And post-event, the company can keep buzz going by posting photos from the booth on Facebook and Pinterest, and if the show included a speaking opportunity, posting the presentation to SlideShare and possibly even video to YouTube.
Email or electronic newsletters: e-newsletters and marketing email messages serve two basic functions–to share information of value to recipients, and to persuade recipients to take action.
That information may be third-party links, but may also be hosted on the company’s website or blog. Newsletters themselves, new and archived, can be posted on the company website, where they provide search value. Both the email and web-hosted version of the newsletter should contain social links, encouraging readers to share the content on Twitter, LinkedIn, Facebook or other social networks.
Newsletter calls to action can include registration for executive events, virtual events, or webinars—all of which appear in the “underused” quadrant in this chart. They can also promote content downloads—reports, white papers, e-books and guides. Website visitors are often more likely to register for an event or download a white paper if the landing page includes a short online video (which is, for this and other reasons, best not a “being abandoned” tactic).
Company websites: these are of course at the core of digital marketing. The ultimate goal of all online tactics (and many offline ones) is to attract visitors to your website to learn more about your products and services, and take some action (purchase, subscribe, register, download, contact sales, or some other conversion action).
The single leading source of traffic for most b2b websites remains organic search. Driving search traffic requires ranking well, which in turn depends on relevant content, high-quality links, and social signals.
The content is going to be housed on company website pages, in the newsletter archive, and in posts on the company blog. It can include images, infographics, rich media, and online video in addition to text.
Some of the highest quality links come from influential industry blogs or news websites, which are supported by an active public relations program. Quality links also come from event sponsorships and industry association websites.
Social signals are driven by links from Twitter, LinkedIn, Facebook, YouTube, Google+, and even Pinterest. Indeed, recent research indicates that Google+, while not much of a social network, can be highly valuable in achieving the ranking that drives organic search traffic. “Abandon” such tactics at your own risk.
Website traffic can also be driven by offline tactics like radio, outdoor, and direct mail. Codes can be assigned (e.g., “Visit company.com/radio to learn more”)—or in the case of direct mail, QR codes can be used—in order to track the effectiveness of these channels.

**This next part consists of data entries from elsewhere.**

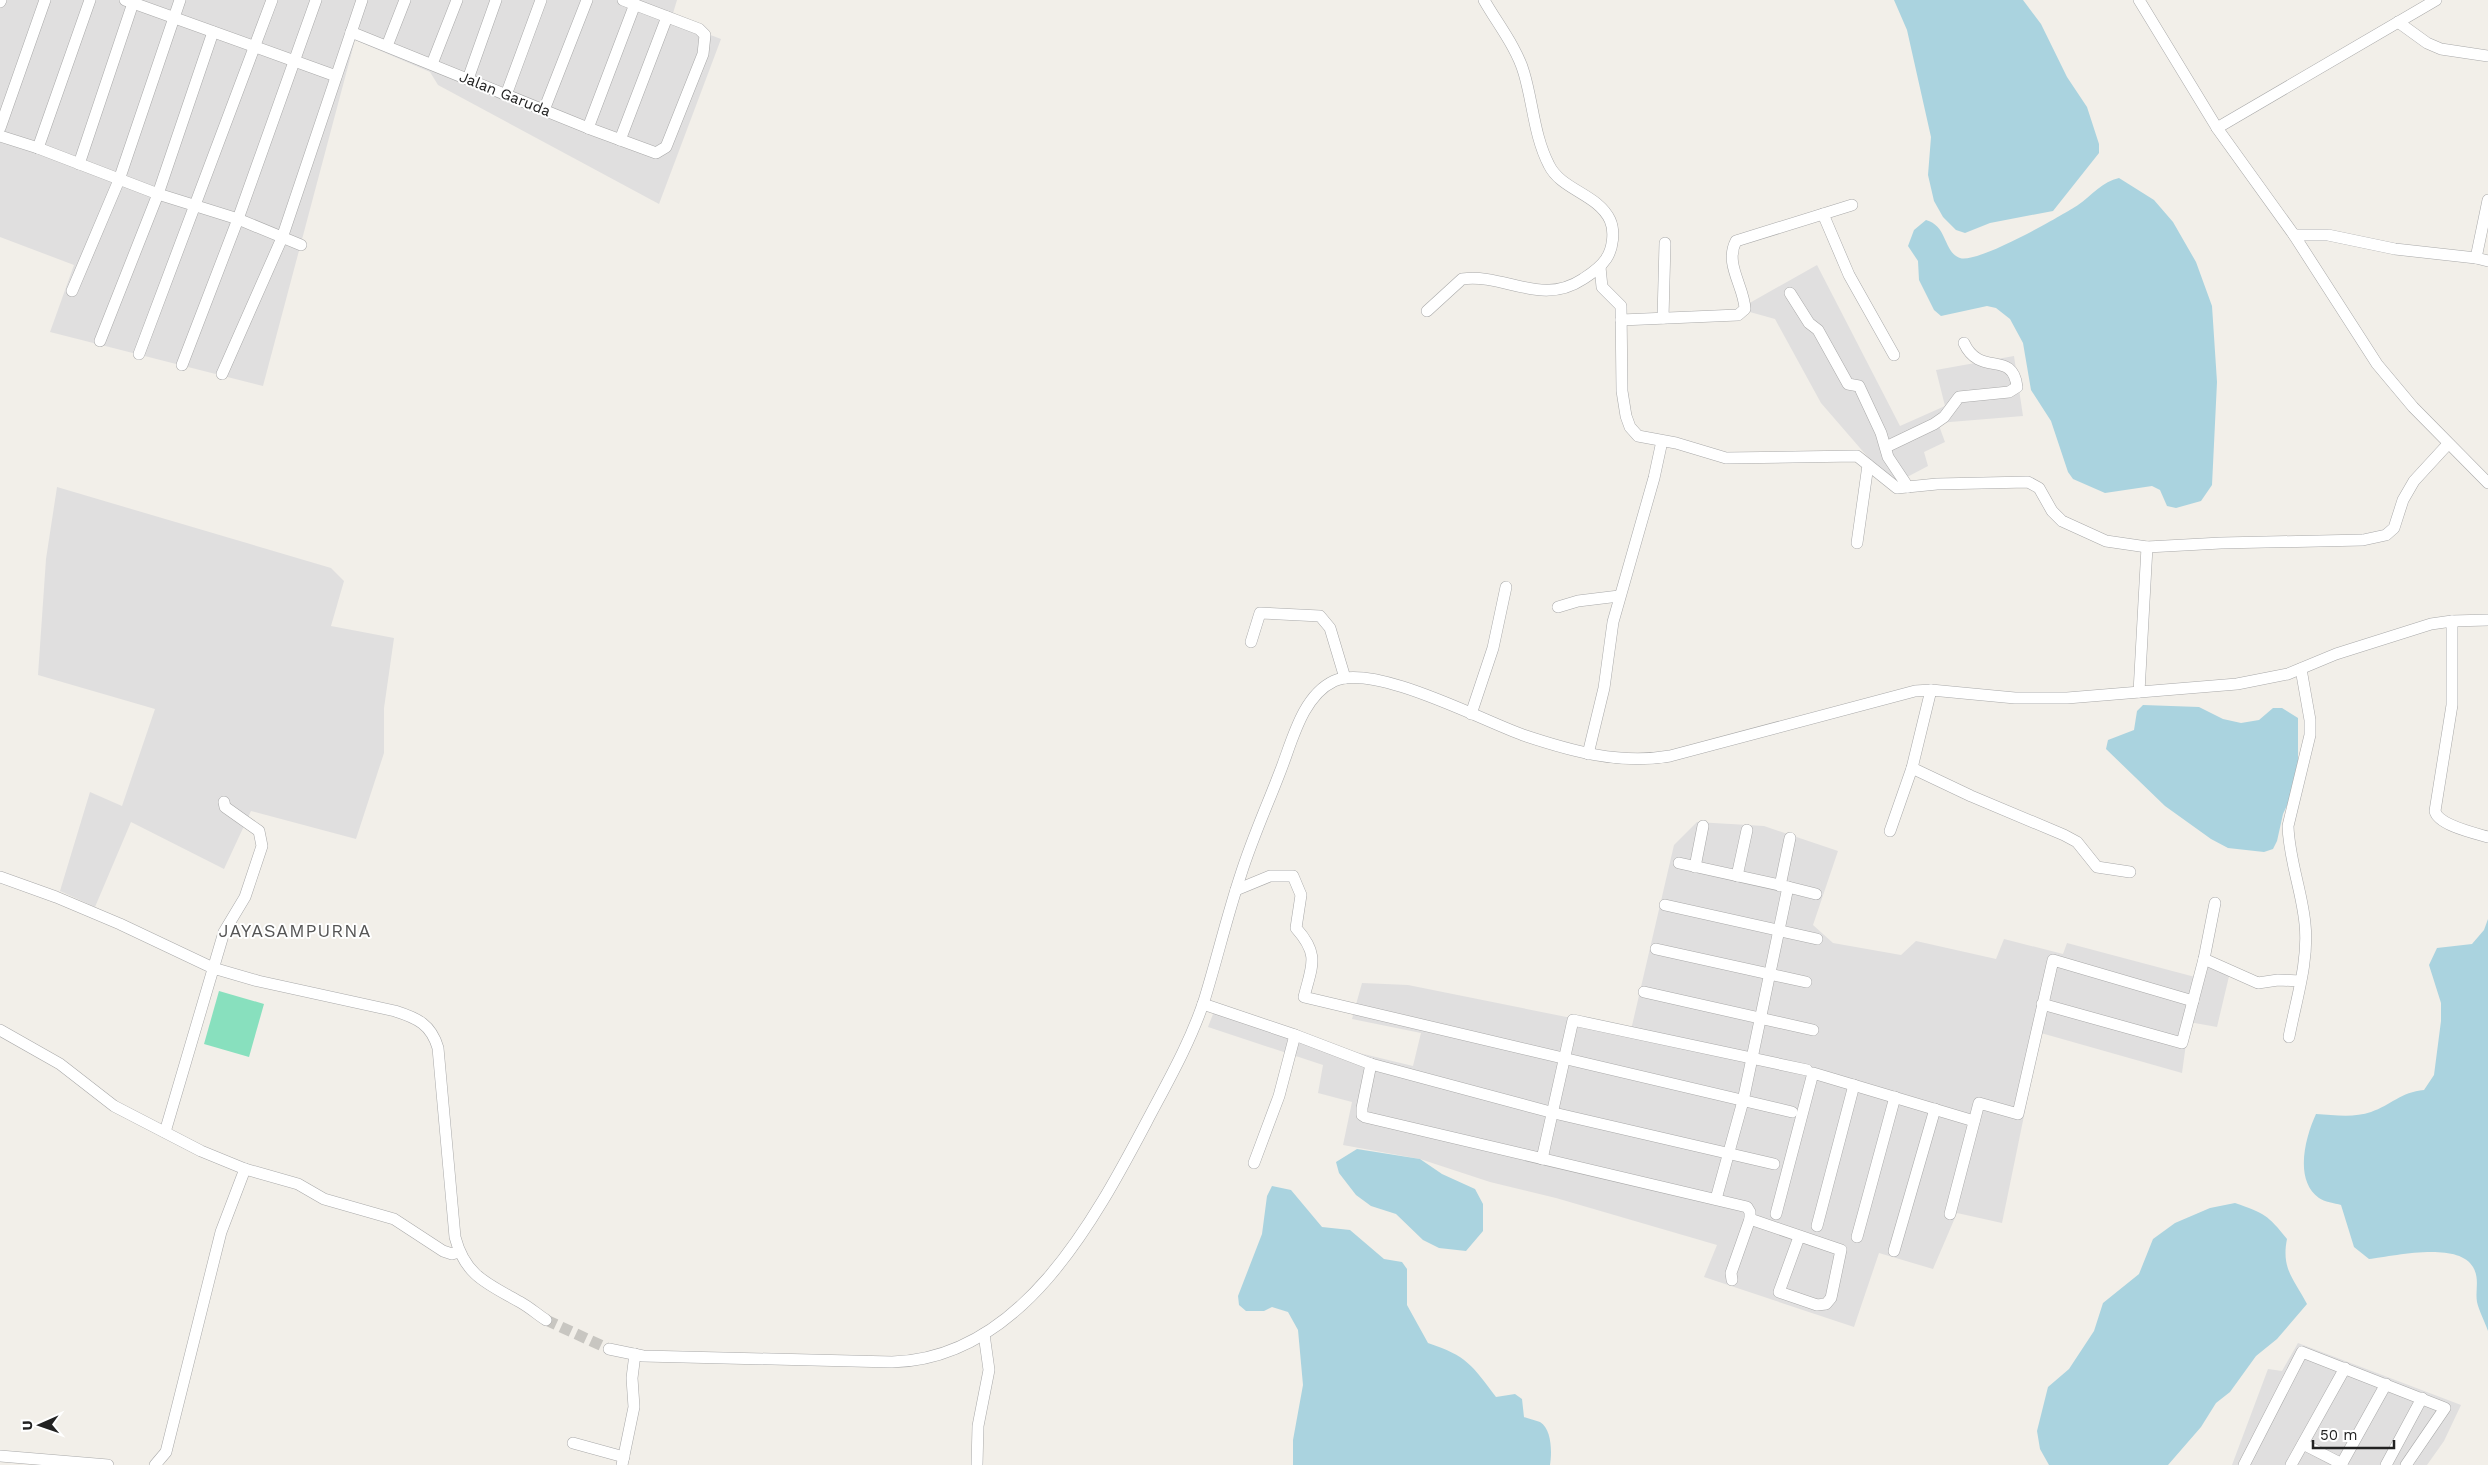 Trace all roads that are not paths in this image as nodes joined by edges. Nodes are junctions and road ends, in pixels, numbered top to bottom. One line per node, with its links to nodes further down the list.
1 (45, 0): 31 (street)
2 (90, 0): 36 (street)
3 (180, 0): 18 (street)
4 (272, 0): 23 (street)
5 (316, 0): 25 (street)
6 (362, 0): 21 (street)
7 (405, 0): 22 (street)
8 (457, 0): 26 (street)
9 (496, 0): 28 (street)
10 (541, 0): 29 (street)
11 (587, 0): 30 (street)
12 (1484, 0): 51 (street)
13 (2139, 0): 33 (street)
14 (2436, 0): 19 (street)
15 (131, 1): 18 (street); 37 (street)
16 (629, 2): 17 (street); 32 (street)
17 (667, 17): 35 (street); 35 (street, Jalan Garuda)
18 (173, 18): 20 (street); 38 (street)
19 (2398, 22): 24 (street); 33 (street)
20 (213, 32): 23 (street); 39 (street)
21 (351, 32): 22 (street, Jalan Garuda); 27 (street)
22 (387, 46): 26 (street, Jalan Garuda)
23 (254, 47): 25 (street); 42 (street)
24 (2488, 56)
25 (294, 61): 27 (street); 44 (street)
26 (432, 64): 28 (street, Jalan Garuda)
27 (336, 76): 46 (street)
28 (468, 79): 29 (street, Jalan Garuda)
29 (506, 94): 30 (street, Jalan Garuda)
30 (544, 110): 32 (street, Jalan Garuda)
31 (0, 128)
32 (588, 128): 35 (street, Jalan Garuda)
33 (2217, 128): 45 (street)
34 (0, 136): 36 (street)
35 (620, 140)
36 (38, 148): 37 (street)
37 (79, 164): 38 (street)
38 (119, 180): 39 (street); 52 (street)
39 (158, 194): 42 (street); 57 (street)
40 (2488, 200): 49 (street)
41 (1852, 205): 43 (street)
42 (196, 207): 44 (street); 59 (street)
43 (1823, 214): 55 (street); 60 (street)
44 (238, 219): 46 (street); 61 (street)
45 (2294, 235): 49 (street); 64 (street)
46 (282, 238): 48 (street); 62 (street)
47 (1665, 243): 55 (street)
48 (301, 245)
49 (2476, 258): 50 (street)
50 (2488, 261)
51 (1600, 267): 54 (street); 56 (street)
52 (72, 291)
53 (1790, 294): 65 (street)
54 (1427, 311)
55 (1663, 318): 56 (street)
56 (1621, 320): 63 (street)
57 (100, 341)
58 (1964, 343): 65 (street)
59 (140, 354)
60 (1894, 355)
61 (182, 365)
62 (222, 374)
63 (1662, 441): 66 (street); 72 (street)
64 (2448, 444): 67 (street); 70 (street)
65 (1886, 447): 68 (street)
66 (1868, 465): 68 (street); 69 (street)
67 (2488, 483)
68 (1908, 487): 70 (street)
69 (1857, 543)
70 (2147, 547): 80 (street)
71 (1506, 587): 81 (street)
72 (1619, 596): 73 (street); 82 (street)
73 (1558, 607)
74 (2488, 620): 75 (street)
75 (2452, 621): 77 (street); 88 (street)
76 (1251, 642): 78 (street)
77 (2301, 669): 80 (street); 107 (street)
78 (1345, 678): 81 (street); 96 (street)
79 (1931, 690): 80 (street); 82 (street); 83 (street)
80 (2139, 692)
81 (1471, 714): 82 (street)
82 (1588, 754)
83 (1912, 768): 87 (street); 92 (street)
84 (224, 802): 104 (street)
85 (1703, 826): 91 (street)
86 (1747, 830): 93 (street)
87 (1890, 831)
88 (2488, 837)
89 (1790, 838): 95 (street)
90 (1679, 863): 91 (street)
91 (1695, 867): 93 (street)
92 (2130, 872)
93 (1737, 876): 95 (street)
94 (0, 877): 104 (street)
95 (1784, 886): 97 (street); 100 (street)
96 (1236, 890): 110 (street); 117 (street)
97 (1816, 894)
98 (2216, 903): 103 (street)
99 (1665, 906): 100 (street)
100 (1778, 931): 101 (street); 105 (street)
101 (1817, 939)
102 (1656, 949): 105 (street)
103 (2204, 959): 107 (street); 109 (street)
104 (213, 968): 128 (street); 142 (street)
105 (1769, 974): 106 (street); 112 (street)
106 (1806, 982)
107 (2300, 982): 116 (street)
108 (1644, 992): 112 (street)
109 (2193, 1001): 111 (street); 111 (street)
110 (1203, 1004): 115 (street); 145 (street)
111 (2042, 1004): 127 (street)
112 (1759, 1018): 114 (street); 118 (street)
113 (0, 1030): 128 (street)
114 (1813, 1030)
115 (1295, 1034): 119 (street); 131 (street)
116 (2289, 1037)
117 (1565, 1058): 118 (street); 123 (street); 126 (street)
118 (1750, 1059): 120 (street); 123 (street)
119 (1371, 1064): 126 (street); 130 (street)
120 (1807, 1070)
121 (1854, 1085): 122 (street); 135 (street); 138 (street)
122 (1895, 1097): 124 (street); 140 (street)
123 (1743, 1101): 125 (street); 129 (street)
124 (1935, 1109): 127 (street); 141 (street)
125 (1792, 1112)
126 (1554, 1113): 129 (street); 130 (street)
127 (1974, 1121): 136 (street)
128 (165, 1132): 133 (street)
129 (1728, 1153): 132 (street); 134 (street)
130 (1542, 1159): 134 (street)
131 (1254, 1163)
132 (1774, 1164)
133 (245, 1169): 142 (street); 157 (street)
134 (1716, 1199): 137 (street)
135 (1776, 1214)
136 (1950, 1214)
137 (1750, 1220): 139 (street); 143 (street)
138 (1817, 1226)
139 (1799, 1237): 139 (street)
140 (1857, 1237)
141 (1894, 1251)
142 (459, 1252): 144 (street)
143 (1732, 1280)
144 (546, 1320)
145 (984, 1334): 147 (street); 158 (street)
146 (609, 1349): 147 (street)
147 (635, 1354): 154 (street)
148 (2345, 1368): 149 (street); 152 (street); 159 (street)
149 (2386, 1384): 150 (street); 155 (street)
150 (2422, 1398): 161 (street); 162 (street)
151 (573, 1443): 154 (street)
152 (2303, 1444): 155 (street); 160 (street)
153 (0, 1456): 156 (street)
154 (623, 1461)
155 (2342, 1464)
156 (108, 1465)
157 (155, 1465)
158 (977, 1465)
159 (2244, 1465)
160 (2291, 1465)
161 (2386, 1465)
162 (2406, 1465)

Sponsorships/Associations: event sponsorships as well as membership in and content contributions to industry and trade association websites are key components of industry presence, which can both drive targeted website traffic and create relevant, high-quality backlinks to the company website and/or blog. Event sponsorship can also drive increased booth traffic at tradeshows.
Industry associations also often offer opportunities for guest blog posts (which can then be promoted through social networks), participation and exposure in groups on LinkedIn, and even in some cases online display advertising—which can drive site traffic or targeted calls to action.
The bottom line is that, while various online and offline tactics clearly differ in direct value and the amount of budget and effort they merit, it’s also vital to recognize and account for the connections between these tactics and how they support each other. This requires using cross-channel online marketing metrics to develop strategies, prioritize tactics, and execute effectively to support your organization’s ultimate online visibility and business goals.
Online marketing activities preovide marketers with a wealth of metrics; actually, too much information. The challenge in deciding which strategies to pursue, increase, modify, or drop, in most cases isn’t a lack of data but an over-abundance of it. Marketers just want the competitive and multichannel metrics they need to make informed decisions, nothing more.
But like any good thing, data simplification can be overdone. As Albert Einstein famously said, “Make everything as simple as possible, but no simpler.”
Of course it’s true that, ultimately, any marketing tactic has to show business results (higher sales, lower costs, or some combination thereof). But to argue that marketing strategies and tactics can be properly evaluated solely on that basis is like saying pilots don’t need instruments; after all, at the end of the day, a pilot isn’t judged by altitude or airspeed, but simply by the result of safely landing at the flight’s destination.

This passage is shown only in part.